» **Task requirements**
Find the line containing "ring mcp: (720, 822)" in the entries below. Restate it and each line after it, word for word, up to and including the line containing "thumb ip: (1132, 1181)".

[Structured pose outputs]
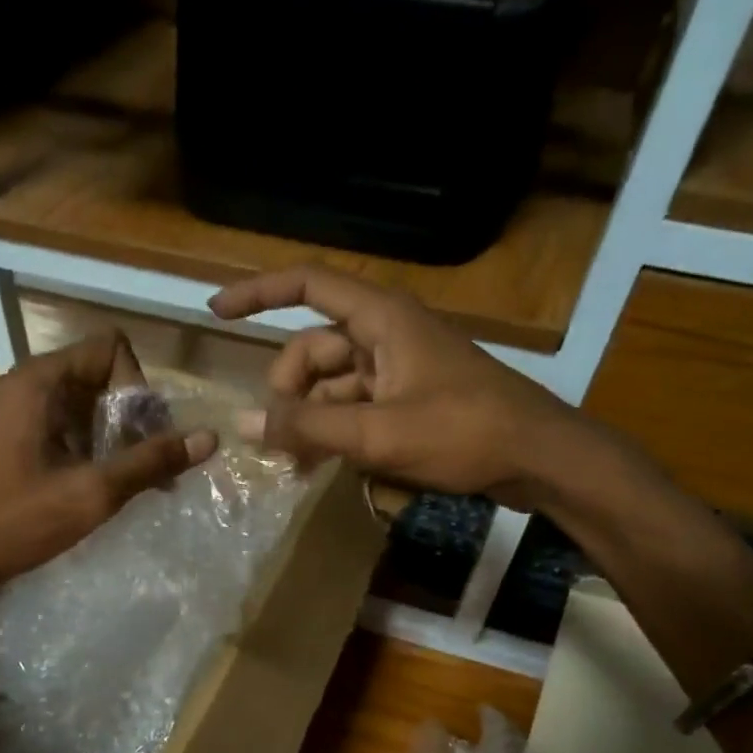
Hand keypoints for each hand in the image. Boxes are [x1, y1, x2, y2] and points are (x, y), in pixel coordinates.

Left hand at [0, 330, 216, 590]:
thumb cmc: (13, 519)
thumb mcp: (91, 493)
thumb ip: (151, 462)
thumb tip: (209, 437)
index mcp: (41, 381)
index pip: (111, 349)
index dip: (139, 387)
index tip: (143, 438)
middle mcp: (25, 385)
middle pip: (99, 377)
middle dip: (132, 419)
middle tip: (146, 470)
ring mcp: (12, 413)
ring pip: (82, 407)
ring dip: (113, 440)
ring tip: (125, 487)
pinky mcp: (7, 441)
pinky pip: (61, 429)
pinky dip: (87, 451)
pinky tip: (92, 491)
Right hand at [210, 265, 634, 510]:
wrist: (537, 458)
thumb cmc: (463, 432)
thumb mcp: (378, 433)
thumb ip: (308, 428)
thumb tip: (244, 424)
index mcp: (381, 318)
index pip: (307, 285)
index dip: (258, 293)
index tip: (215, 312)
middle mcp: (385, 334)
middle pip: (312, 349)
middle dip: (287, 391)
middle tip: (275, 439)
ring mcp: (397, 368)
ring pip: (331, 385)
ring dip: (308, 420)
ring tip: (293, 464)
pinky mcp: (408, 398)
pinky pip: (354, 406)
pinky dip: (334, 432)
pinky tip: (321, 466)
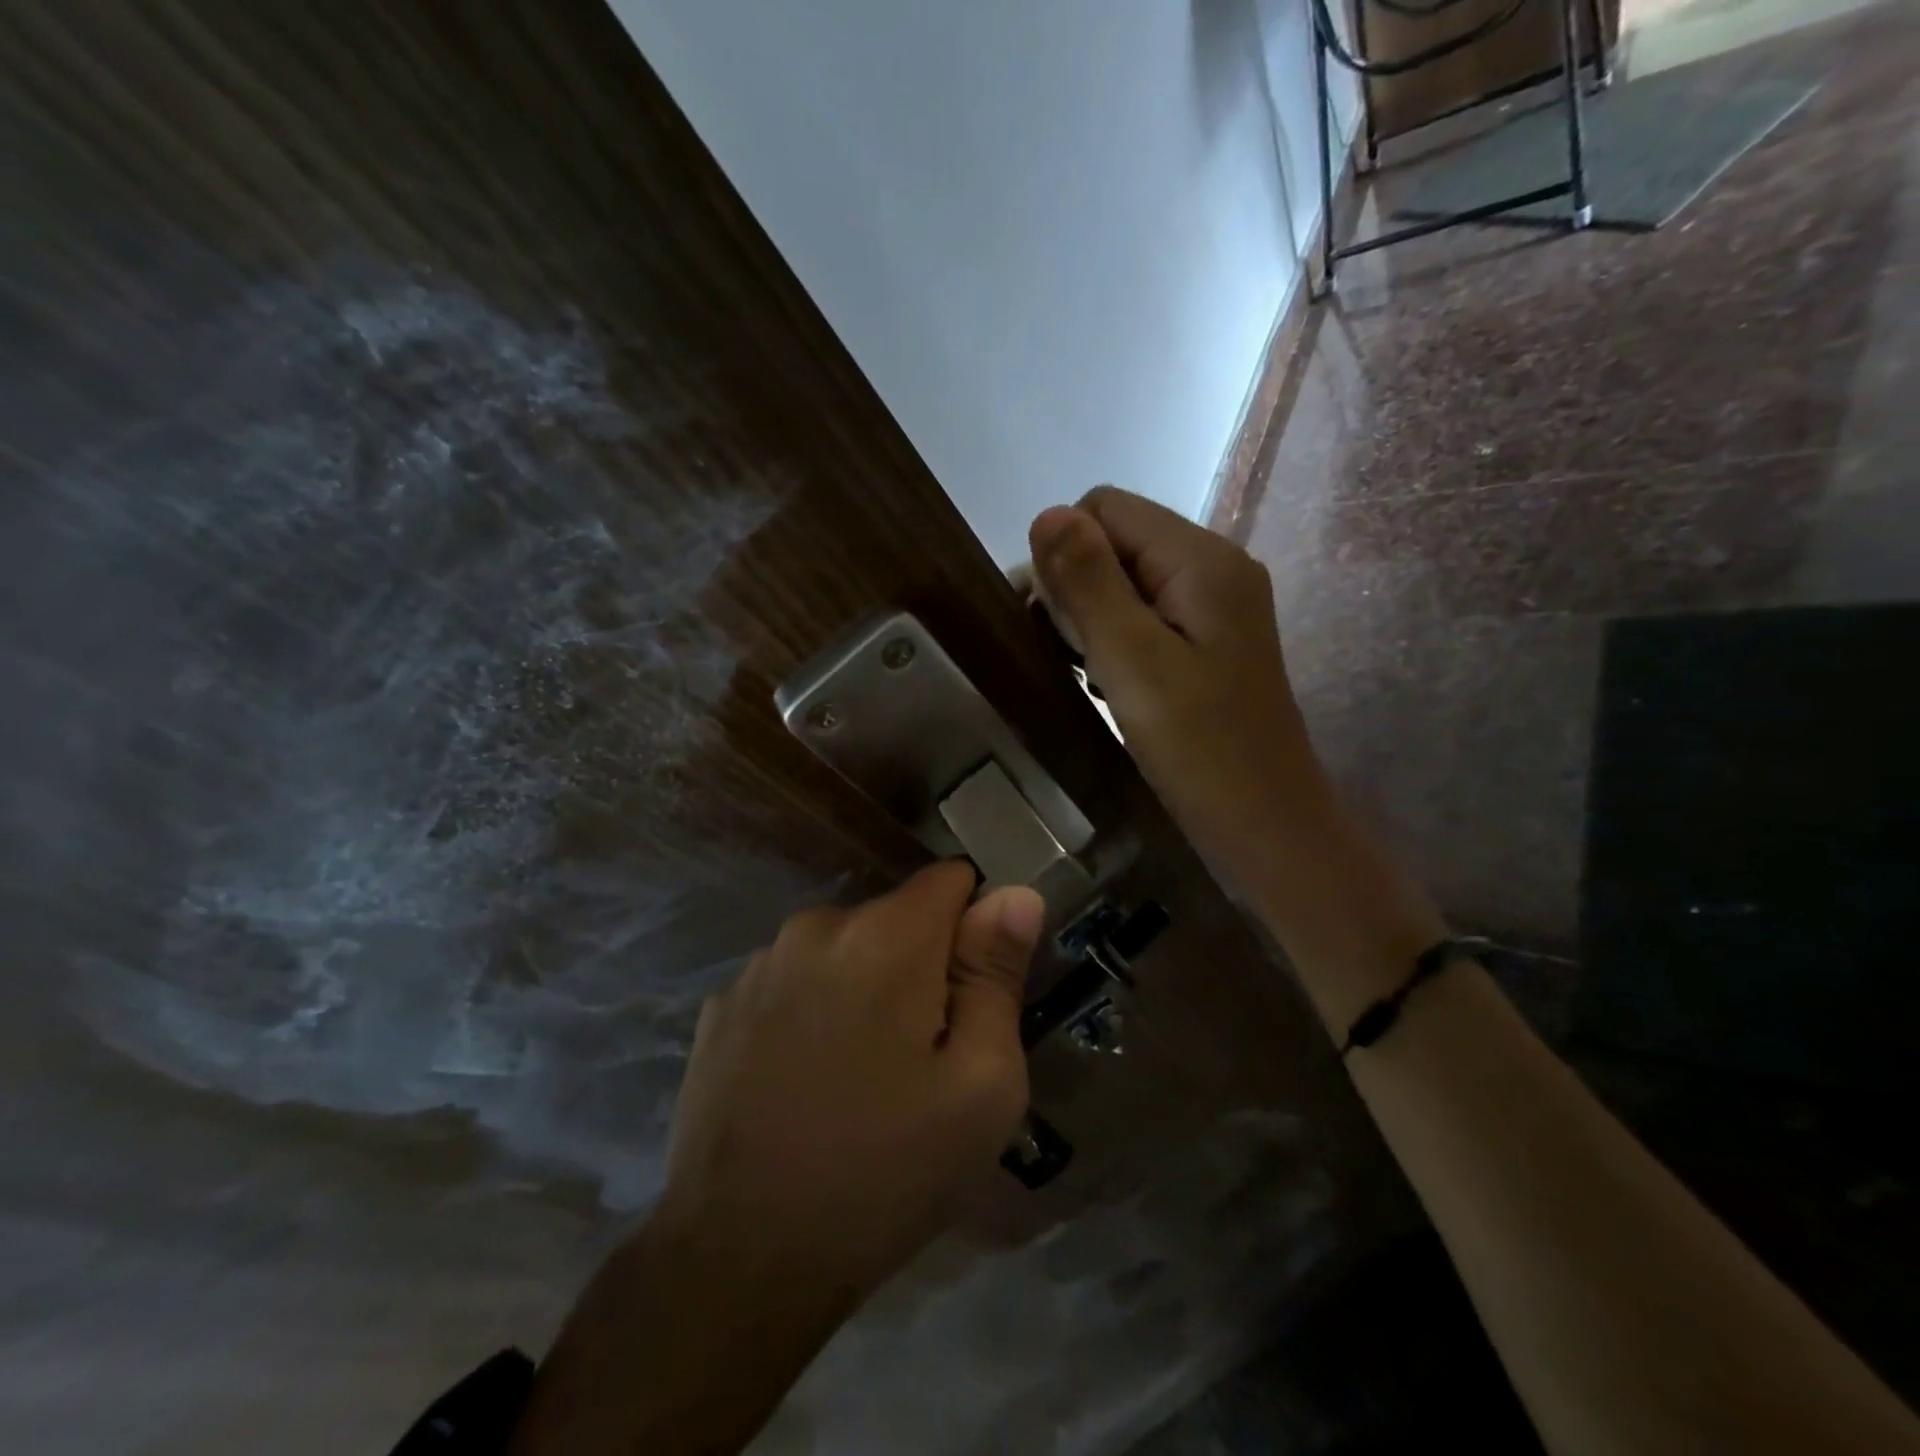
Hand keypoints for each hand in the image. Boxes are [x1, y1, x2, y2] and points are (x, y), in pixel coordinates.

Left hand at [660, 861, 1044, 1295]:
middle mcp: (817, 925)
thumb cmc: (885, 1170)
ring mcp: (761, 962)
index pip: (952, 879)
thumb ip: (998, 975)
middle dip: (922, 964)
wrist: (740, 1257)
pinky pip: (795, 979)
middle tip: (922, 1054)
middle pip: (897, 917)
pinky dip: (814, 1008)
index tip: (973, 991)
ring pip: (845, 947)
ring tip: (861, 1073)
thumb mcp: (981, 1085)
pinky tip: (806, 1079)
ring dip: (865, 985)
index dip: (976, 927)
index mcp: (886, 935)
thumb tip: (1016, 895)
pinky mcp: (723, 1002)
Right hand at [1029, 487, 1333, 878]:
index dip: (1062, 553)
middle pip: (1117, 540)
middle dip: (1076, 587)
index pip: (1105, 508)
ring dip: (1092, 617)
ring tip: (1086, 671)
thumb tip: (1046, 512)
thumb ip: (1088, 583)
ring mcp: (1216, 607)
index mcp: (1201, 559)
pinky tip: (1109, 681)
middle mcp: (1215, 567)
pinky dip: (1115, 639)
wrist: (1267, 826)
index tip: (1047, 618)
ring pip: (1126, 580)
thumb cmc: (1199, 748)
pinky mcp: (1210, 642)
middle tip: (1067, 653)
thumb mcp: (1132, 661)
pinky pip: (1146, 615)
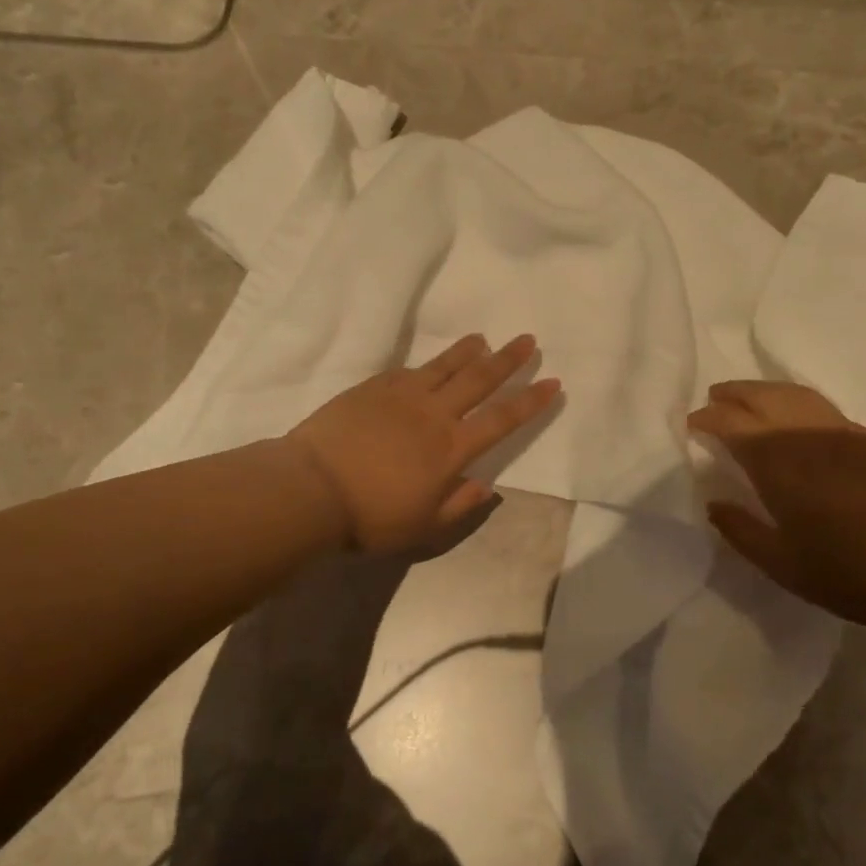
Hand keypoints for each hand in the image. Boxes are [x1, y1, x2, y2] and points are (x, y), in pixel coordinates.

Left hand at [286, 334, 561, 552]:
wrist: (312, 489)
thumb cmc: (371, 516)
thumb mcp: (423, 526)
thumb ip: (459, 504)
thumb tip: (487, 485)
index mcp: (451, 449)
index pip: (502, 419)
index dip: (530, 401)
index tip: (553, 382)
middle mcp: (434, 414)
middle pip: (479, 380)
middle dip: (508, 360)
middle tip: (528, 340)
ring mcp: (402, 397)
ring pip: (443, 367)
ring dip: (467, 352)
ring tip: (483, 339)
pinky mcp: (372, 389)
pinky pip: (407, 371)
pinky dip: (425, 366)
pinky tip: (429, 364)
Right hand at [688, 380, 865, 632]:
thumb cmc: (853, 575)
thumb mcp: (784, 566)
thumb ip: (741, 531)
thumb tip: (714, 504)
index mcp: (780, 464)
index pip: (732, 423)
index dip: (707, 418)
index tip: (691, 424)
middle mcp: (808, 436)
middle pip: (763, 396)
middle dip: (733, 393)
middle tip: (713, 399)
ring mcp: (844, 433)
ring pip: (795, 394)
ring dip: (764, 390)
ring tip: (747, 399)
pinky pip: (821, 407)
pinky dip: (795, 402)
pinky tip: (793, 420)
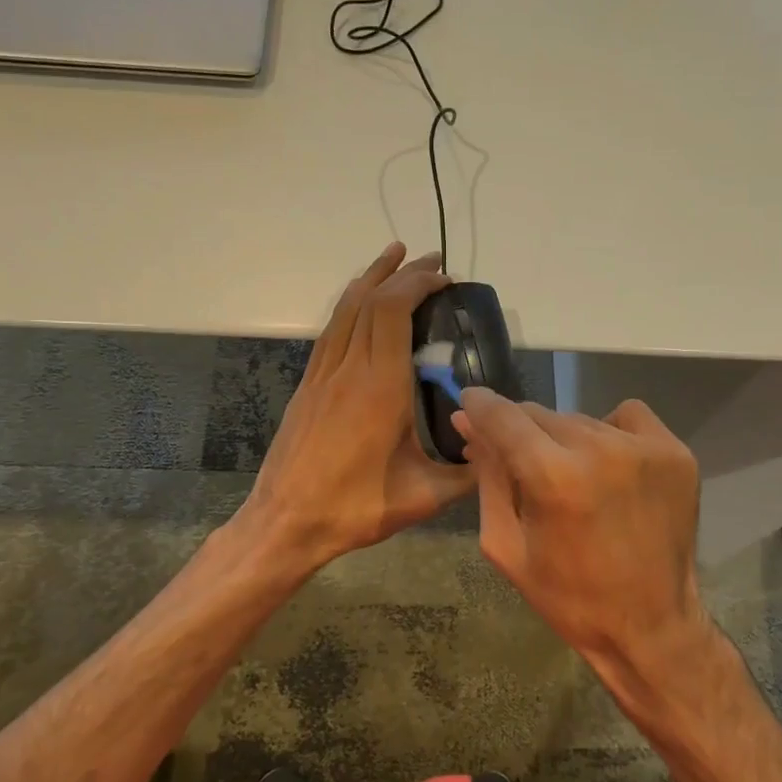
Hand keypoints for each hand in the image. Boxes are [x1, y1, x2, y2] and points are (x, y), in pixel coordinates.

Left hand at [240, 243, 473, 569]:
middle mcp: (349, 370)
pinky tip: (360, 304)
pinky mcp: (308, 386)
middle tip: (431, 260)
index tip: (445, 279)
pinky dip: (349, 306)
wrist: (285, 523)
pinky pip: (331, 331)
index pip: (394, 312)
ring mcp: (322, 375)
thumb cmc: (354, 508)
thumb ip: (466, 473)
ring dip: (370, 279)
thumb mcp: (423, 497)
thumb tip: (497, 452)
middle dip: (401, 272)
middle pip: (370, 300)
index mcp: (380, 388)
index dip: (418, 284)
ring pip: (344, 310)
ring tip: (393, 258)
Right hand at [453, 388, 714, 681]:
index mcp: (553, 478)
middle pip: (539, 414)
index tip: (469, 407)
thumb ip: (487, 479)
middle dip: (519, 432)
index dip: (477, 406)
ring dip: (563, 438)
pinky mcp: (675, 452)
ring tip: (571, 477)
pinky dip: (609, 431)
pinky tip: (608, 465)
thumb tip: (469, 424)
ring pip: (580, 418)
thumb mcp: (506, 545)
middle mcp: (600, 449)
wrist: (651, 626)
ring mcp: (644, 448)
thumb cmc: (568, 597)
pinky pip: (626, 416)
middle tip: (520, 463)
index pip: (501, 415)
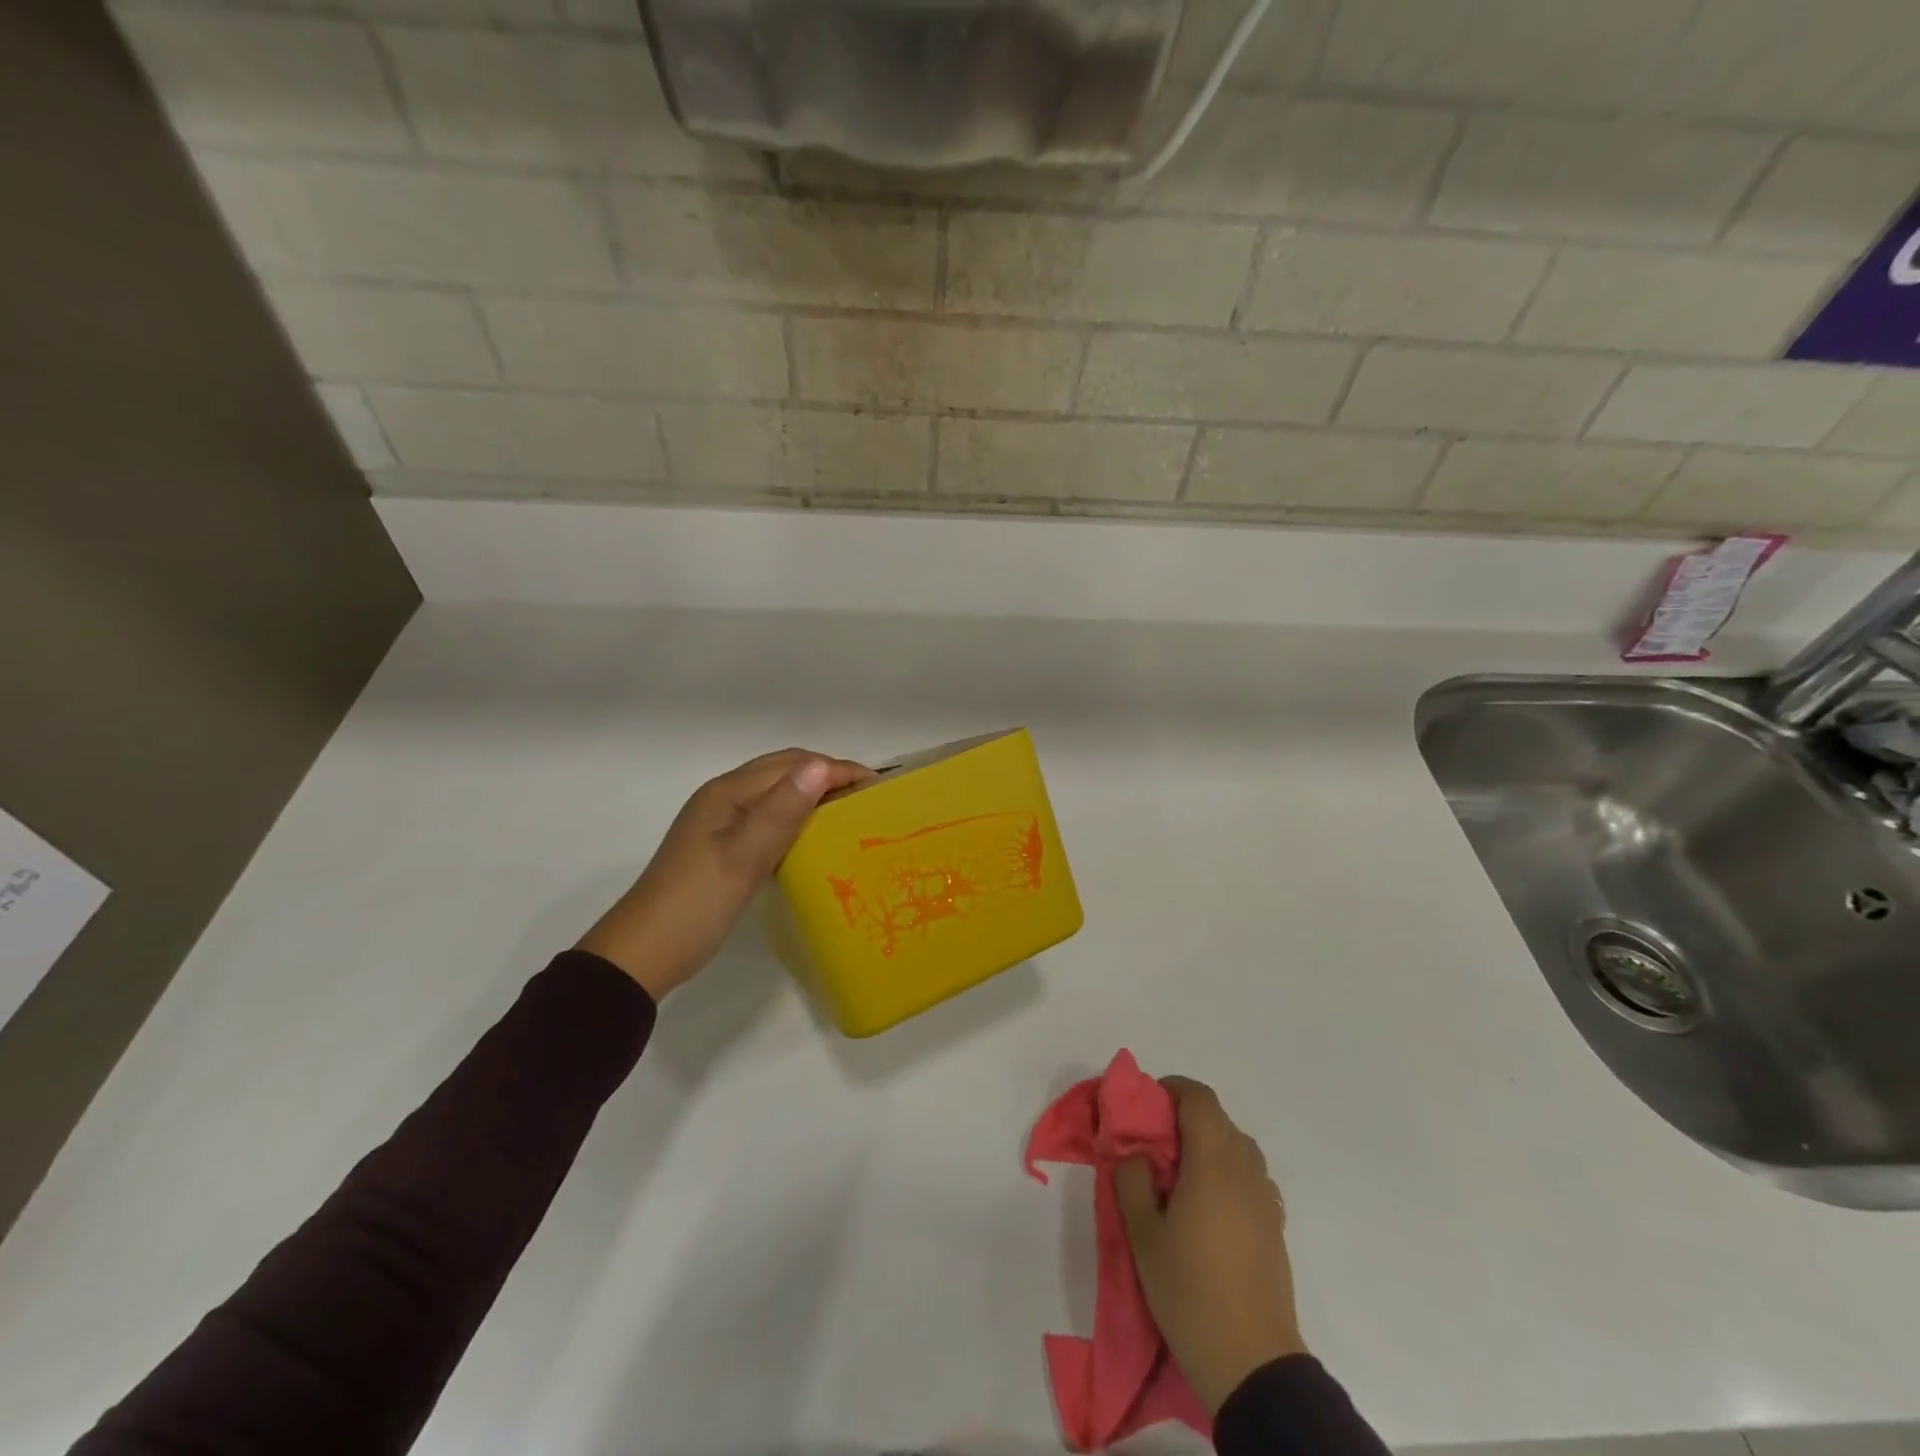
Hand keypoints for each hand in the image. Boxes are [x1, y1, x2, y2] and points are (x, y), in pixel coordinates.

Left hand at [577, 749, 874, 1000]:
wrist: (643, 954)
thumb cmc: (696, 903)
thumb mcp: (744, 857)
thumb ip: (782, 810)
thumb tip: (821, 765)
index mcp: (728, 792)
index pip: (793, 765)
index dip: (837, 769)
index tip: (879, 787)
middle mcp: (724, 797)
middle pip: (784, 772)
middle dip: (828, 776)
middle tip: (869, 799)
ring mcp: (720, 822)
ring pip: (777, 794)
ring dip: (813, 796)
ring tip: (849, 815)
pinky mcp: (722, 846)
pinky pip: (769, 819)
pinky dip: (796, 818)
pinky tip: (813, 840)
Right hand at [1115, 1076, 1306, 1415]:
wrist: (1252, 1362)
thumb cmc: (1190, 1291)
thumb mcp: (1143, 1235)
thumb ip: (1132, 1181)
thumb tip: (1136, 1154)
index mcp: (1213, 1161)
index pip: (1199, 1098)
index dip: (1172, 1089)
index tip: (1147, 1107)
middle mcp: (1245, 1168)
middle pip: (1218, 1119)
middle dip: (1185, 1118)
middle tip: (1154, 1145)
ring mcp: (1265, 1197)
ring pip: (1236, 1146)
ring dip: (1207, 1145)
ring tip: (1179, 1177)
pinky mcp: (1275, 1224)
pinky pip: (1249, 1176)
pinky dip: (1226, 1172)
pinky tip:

» **Result of this exercise**
ring mcp: (720, 822)
ring pip: (777, 794)
ring dip: (813, 796)
ring tip: (849, 815)
pinky mcp: (722, 846)
pinky pip: (769, 819)
pinky dip: (796, 818)
pinky tip: (813, 840)
Right hand at [1115, 1076, 1306, 1415]:
wrist: (1252, 1362)
thumb cmc: (1190, 1291)
thumb mcp: (1143, 1235)
thumb ip: (1132, 1181)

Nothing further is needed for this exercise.